1. It is a steering wheel, Light source and A light guide member having an optical passage portion with a first emission surface formed at its end, which guides the light output from the light source through the optical passage portion and emits it from the first emission surface, A light transmission suppression portion that suppresses the transmission of the aforementioned light, comprising a light transmission suppression portion that covers the side surface of the light passage portion, A lens member having transmittance for emitted light, which is light emitted from the first emission surface, and having a second emission surface that receives the emitted light and emits the emitted light to the outside thereof, Equipped with, In the radial cross-section of the steering handle, the position of the first emission surface in the optical axis direction along the optical axis of the emitted light is further from the position of the intersection of the second emission surface and the optical axis than the position of the end of the transmission suppression portion in the optical axis direction that is on the lens member side, in the optical axis direction. Steering wheel.

2. It is a steering wheel, Light source and A light guide member having an optical passage portion with a first emission surface formed at its end, which guides the light output from the light source through the optical passage portion and emits it from the first emission surface, A light transmission suppression portion that suppresses the transmission of the aforementioned light, comprising a light transmission suppression portion that covers a part of the side surface of the light passage portion, A lens member having transmittance for emitted light, which is light emitted from the first emission surface, and having a second emission surface that receives the emitted light and emits the emitted light to the outside thereof, A separate component, distinct from the light source, the light guide member, and the transmission suppression portion, which contacts the peripheral edge of the lens member, Equipped with, In the radial cross-section of the steering handle, the position of the first emission surface in the optical axis direction along the optical axis of the emitted light is closer to the position of the intersection of the second emission surface and the optical axis than to the position in the optical axis direction of the end of the transmission suppression portion in the optical axis direction that is on the lens member side, and the contact position between the peripheral portion and the other member in the optical axis direction. Steering wheel.

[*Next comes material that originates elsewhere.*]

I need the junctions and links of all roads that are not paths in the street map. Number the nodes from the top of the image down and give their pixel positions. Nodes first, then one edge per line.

3. A steering wheel according to claim 2, The steering wheel is a leather member that forms at least a portion of the outer surface of the steering wheel.

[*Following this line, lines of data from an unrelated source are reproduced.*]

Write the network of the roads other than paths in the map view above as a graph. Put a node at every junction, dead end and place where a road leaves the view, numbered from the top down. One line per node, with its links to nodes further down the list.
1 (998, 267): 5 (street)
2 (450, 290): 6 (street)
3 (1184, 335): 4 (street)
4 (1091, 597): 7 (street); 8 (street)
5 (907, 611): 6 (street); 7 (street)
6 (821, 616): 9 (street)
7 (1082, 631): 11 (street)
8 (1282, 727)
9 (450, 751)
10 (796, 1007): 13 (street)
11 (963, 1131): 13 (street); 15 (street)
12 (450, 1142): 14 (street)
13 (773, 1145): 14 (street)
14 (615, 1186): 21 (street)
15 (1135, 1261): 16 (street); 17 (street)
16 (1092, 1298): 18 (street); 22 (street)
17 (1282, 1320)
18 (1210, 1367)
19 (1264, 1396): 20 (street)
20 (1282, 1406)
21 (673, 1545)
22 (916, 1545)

4. In the steering wheel according to any one of claims 1 to 3, A base member is provided to which the substrate on which the light source is mounted and the lens member is attached, and to which the substrate and the lens member are held. The aforementioned transmission suppression portion is a steering handle, which is configured as part of the base member.

5. A steering wheel according to claim 4, The transmission suppression portion is a steering handle that surrounds the entire side surface of the light passage portion and is in contact with the side surface of the light passage portion.